Speed cameras have long raised concerns over privacy issues, but they remain a popular means for governments to promote road safety (and raise revenue) by automatically catching drivers who break traffic laws. It turns out the cameras can also inadvertently catch people who break their marriage vows.
The German newspaper Bild reports that a 36-year-old woman in Germany was stunned recently when she received a speed camera photo in the mail that revealed that her husband was being unfaithful.
The citation stated that the woman had broken the speed limit while driving through Rheinufer Tunnel in the city of Düsseldorf, and there was a photo printed on the notice as evidence of the violation.
There were two big problems, though: first, the woman did not have a valid driver’s license at the time of the violation, and second, the woman seen behind the wheel in the photo was someone else.
Read also: Traffic Camera Mistakes Woman for Car, Issues Ticket to Car Owner
“My client opened the notice of the fine at home,” says the woman’s attorney, Fatma Poyraz-Devrim. “She drove in Rheinufertunnel 87 instead of the permitted 60 kilometers per hour.
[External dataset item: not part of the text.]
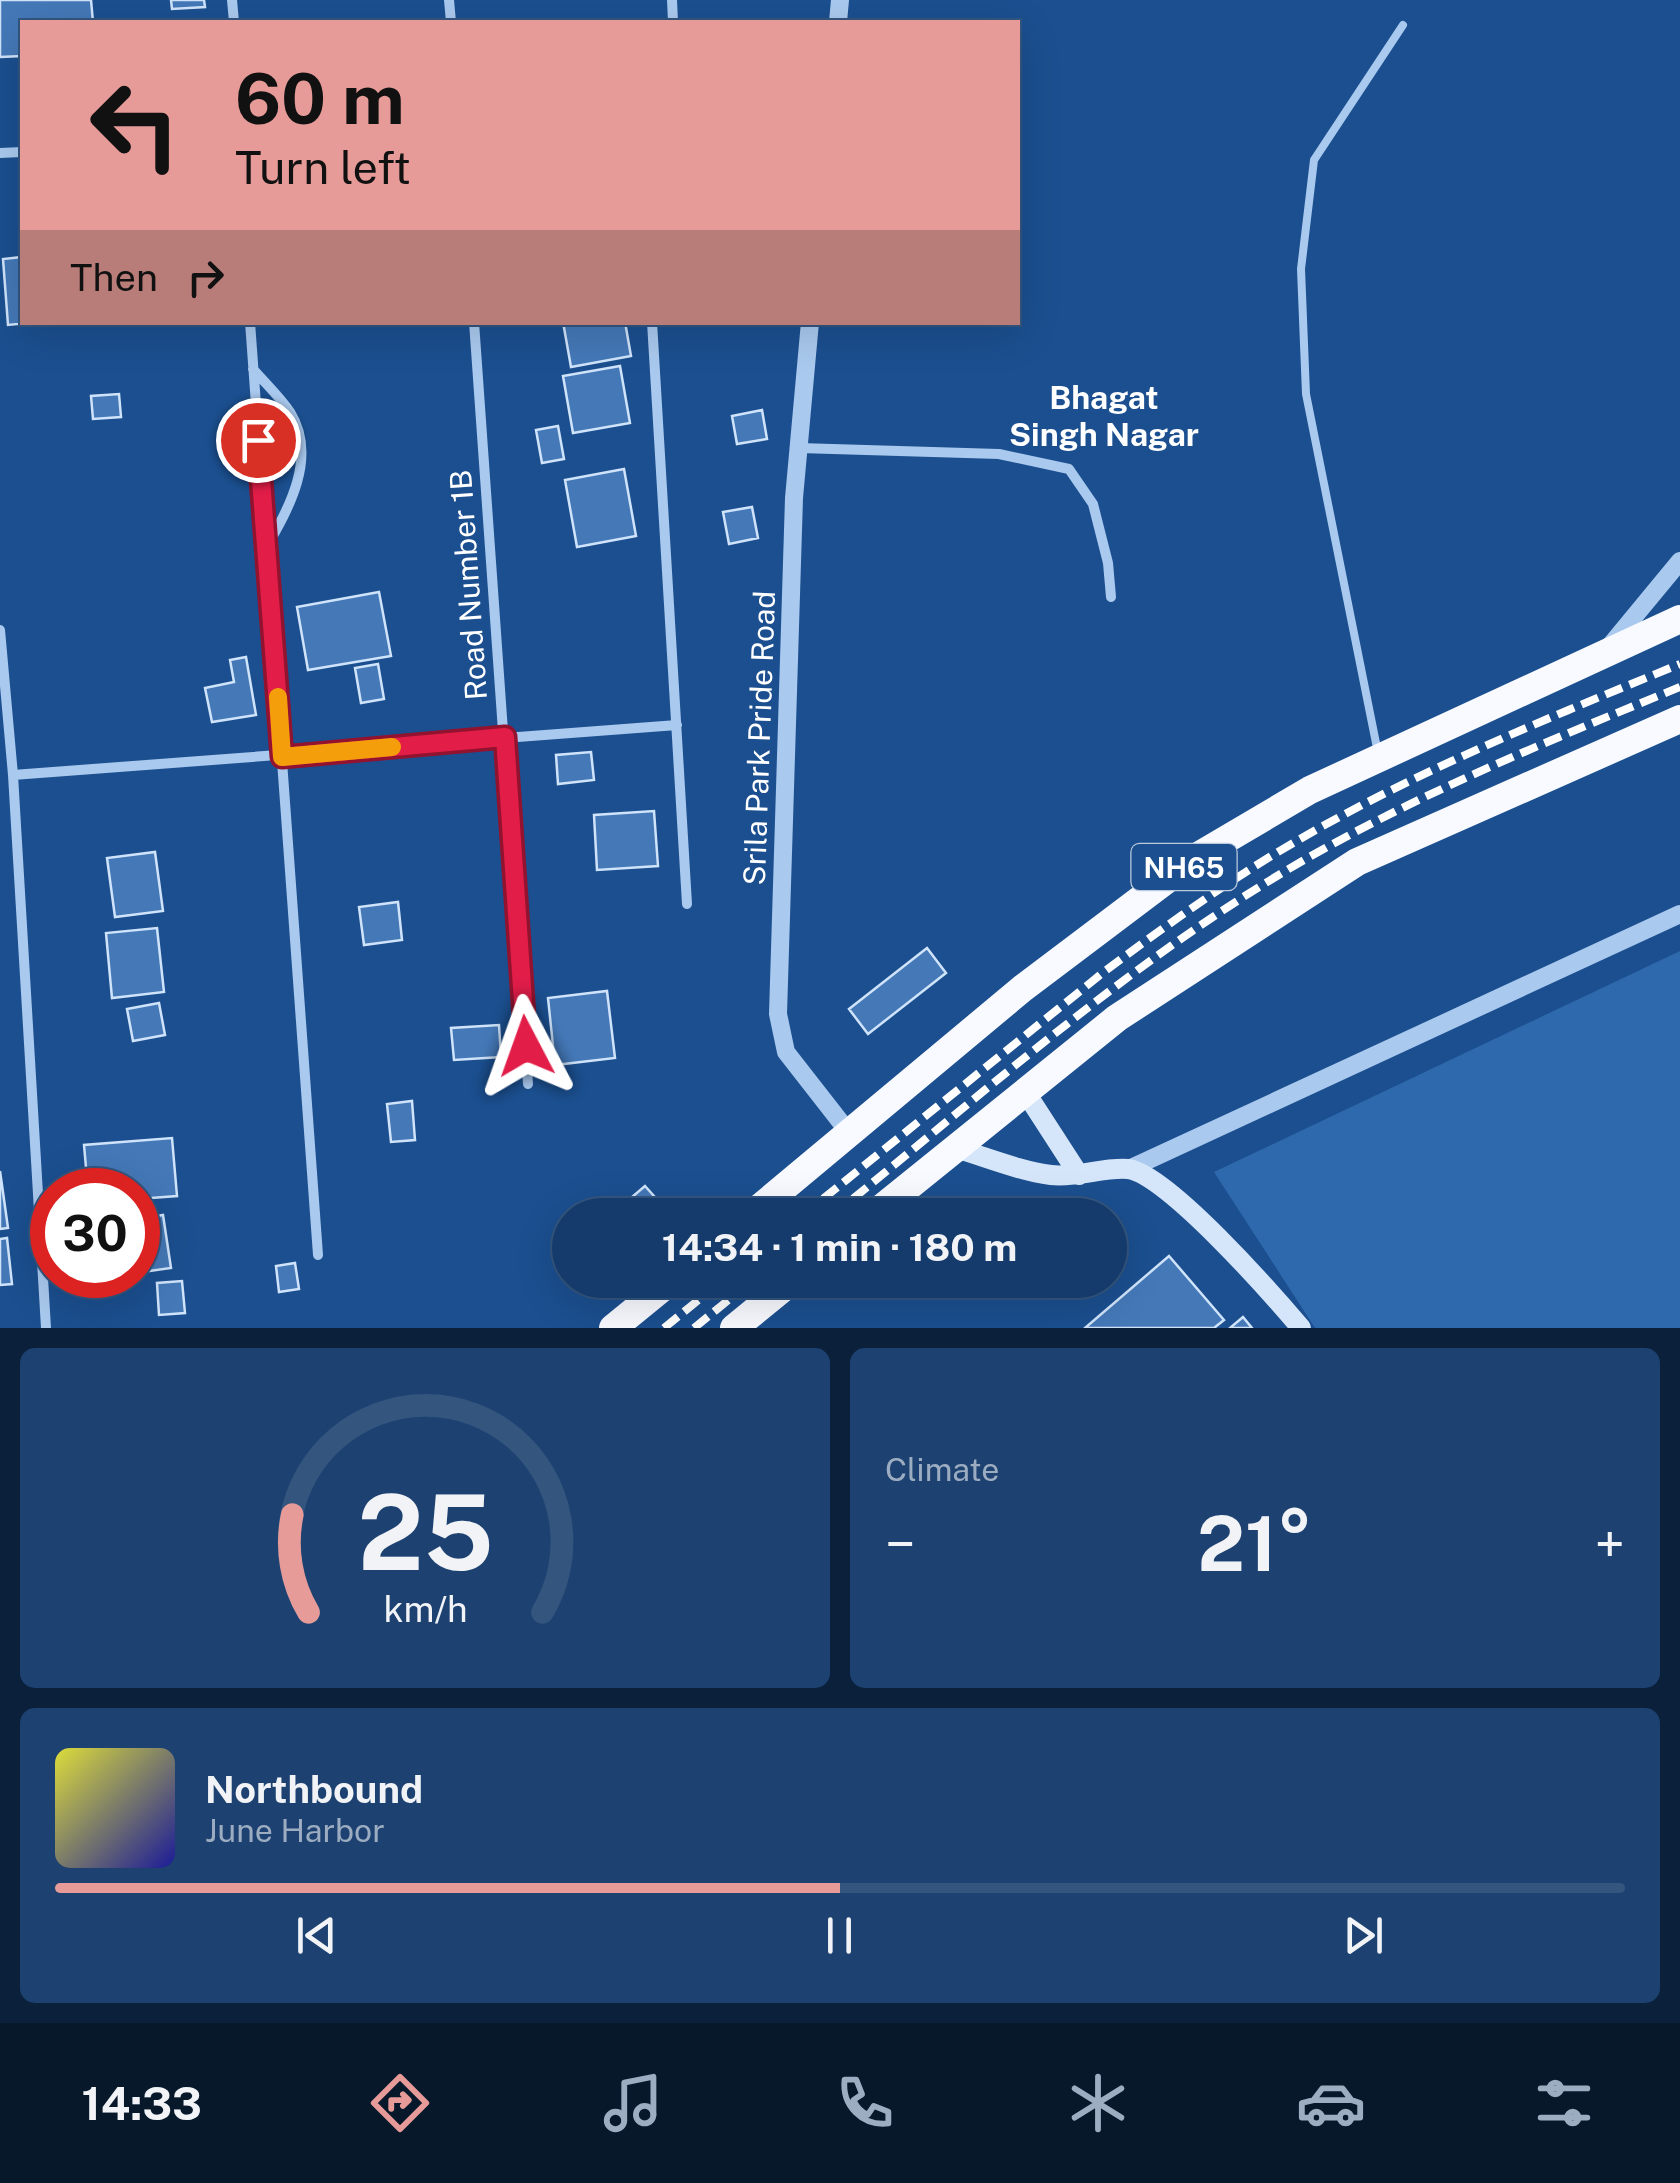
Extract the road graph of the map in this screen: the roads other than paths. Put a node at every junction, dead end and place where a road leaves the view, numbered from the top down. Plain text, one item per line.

In the photo, she sees a woman at the wheel of her husband’s leased company car and is startled. She didn’t even have a driver’s license at the time.”
The husband reportedly confessed to the affair after being confronted with the photo evidence. Even so, his wife was forced to attend court to argue her case.
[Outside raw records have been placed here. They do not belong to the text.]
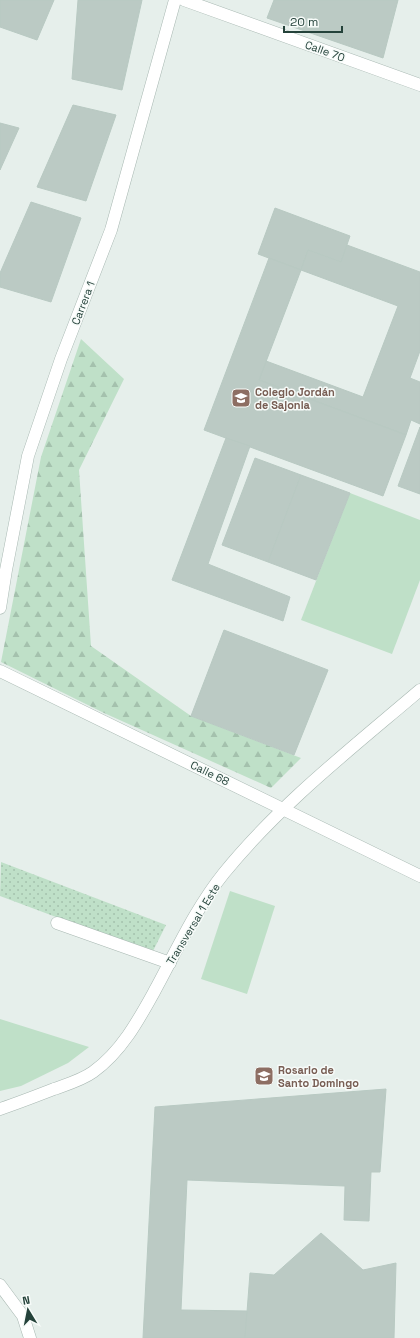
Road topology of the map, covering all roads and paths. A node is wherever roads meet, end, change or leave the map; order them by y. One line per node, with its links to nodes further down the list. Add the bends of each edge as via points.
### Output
1 (175, 0): 4 (street, Carrera 1, via 111,230 61,359 28,456)
2 (184, 0): 3 (street, Calle 70)
3 (420, 85)
4 (0, 608)
5 (0, 671): 7 (street, Calle 68)
6 (420, 690): 7 (street, Transversal 1 Este)
7 (282, 809): 8 (street, Calle 68); 10 (street, Transversal 1 Este, via 220,879 193,920)
8 (420, 876)
9 (57, 923): 10 (street)
10 (170, 963): 11 (street, Transversal 1 Este, via 138,1021 106,1062 77,1081)
11 (0, 1109)
12 (0, 1285): 13 (street, via 23,1316)
13 (30, 1338)

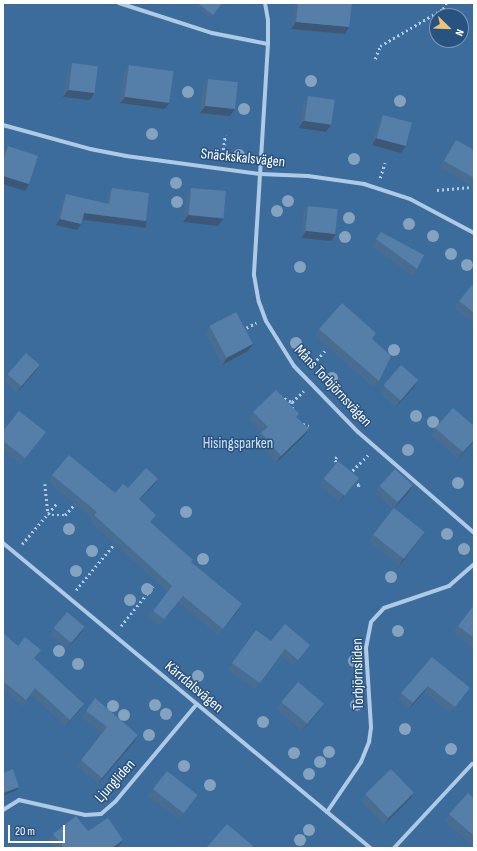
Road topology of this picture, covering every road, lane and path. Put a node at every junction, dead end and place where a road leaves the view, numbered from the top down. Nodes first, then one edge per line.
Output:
1 (119, 3) edge
2 (265, 3) edge
3 (446, 3) edge
4 (268, 44) junction
5 (375, 59) dead end
6 (3, 125) edge
7 (225, 135) dead end
8 (209, 155) dead end
9 (386, 163) dead end
10 (260, 174) junction
11 (468, 187) dead end
12 (377, 188) junction
13 (438, 190) dead end
14 (474, 232) edge
15 (326, 350) dead end
16 (303, 375) junction
17 (312, 384) junction
18 (275, 397) edge
19 (292, 402) junction
20 (294, 415) edge
21 (296, 422) edge
22 (309, 426) dead end
23 (376, 448) junction
24 (337, 457) dead end
25 (348, 474) junction
26 (45, 484) dead end
27 (358, 489) edge
28 (57, 503) dead end
29 (75, 504) edge
30 (48, 513) junction
31 (474, 533) edge
32 (3, 544) edge
33 (114, 544) edge
34 (15, 553) junction
35 (474, 564) edge
36 (153, 586) dead end
37 (69, 599) junction
38 (114, 635) junction
39 (196, 705) junction
40 (472, 764) dead end
41 (3, 810) edge
42 (327, 812) junction
43 (371, 848) edge
44 (394, 848) edge

1 - 4 street
2 - 4 street, Måns Torbjörnsvägen
3 - 5 path
4 - 10 street, Måns Torbjörnsvägen
6 - 10 street, Snäckskalsvägen
7 - 8 path
9 - 12 path
10 - 12 street, Snäckskalsvägen
10 - 16 street, Måns Torbjörnsvägen
11 - 13 path
12 - 14 street, Snäckskalsvägen
15 - 16 path
16 - 17 street, Måns Torbjörnsvägen
17 - 19 path
17 - 23 street, Måns Torbjörnsvägen
18 - 19 path
19 - 20 path
21 - 22 path
23 - 25 path
23 - 31 street, Måns Torbjörnsvägen
24 - 25 path
25 - 27 path
26 - 30 path
28 - 30 path
29 - 30 path
30 - 34 path
32 - 34 street, Kärrdalsvägen
33 - 37 path
34 - 37 street, Kärrdalsvägen
35 - 42 street, Torbjörnsliden
36 - 38 path
37 - 38 street, Kärrdalsvägen
38 - 39 street, Kärrdalsvägen
39 - 41 street, Ljungliden
39 - 42 street, Kärrdalsvägen
40 - 44 street
42 - 43 street, Kärrdalsvägen

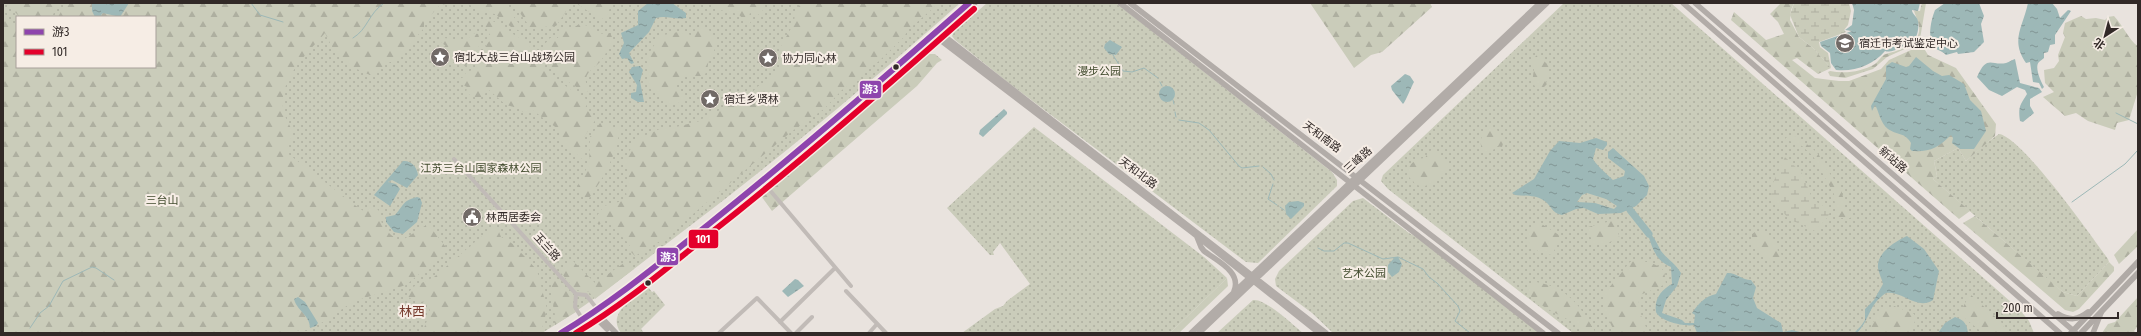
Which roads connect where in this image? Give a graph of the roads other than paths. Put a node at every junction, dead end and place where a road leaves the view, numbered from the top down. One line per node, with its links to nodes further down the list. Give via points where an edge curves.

After seeing that the woman bore little resemblance to the person photographed behind the wheel, the judge sided with her and issued an acquittal.
In the United States, the American Civil Liberties Union is among the organizations that have spoken up against traffic enforcement cameras.
“[T]he tickets are sent to the owner of a car, who was not necessarily the person committing the alleged violation,” the ACLU writes. “The burden of proof usually then falls on the owner to prove he or she was not driving at the time. This is a violation of the bedrock American principle that the accused be considered innocent until proven guilty.
“There are also important privacy issues raised by the cameras. The ACLU is most concerned about what we call ‘mission creep’ — that the data collected by these cameras will be used for purposes other than tracking reckless drivers.
“Government and private-industry surveillance techniques created for one purpose are rarely restricted to that purpose, and every expansion of a data bank and every new use for the data opens the door to more and more privacy abuses.”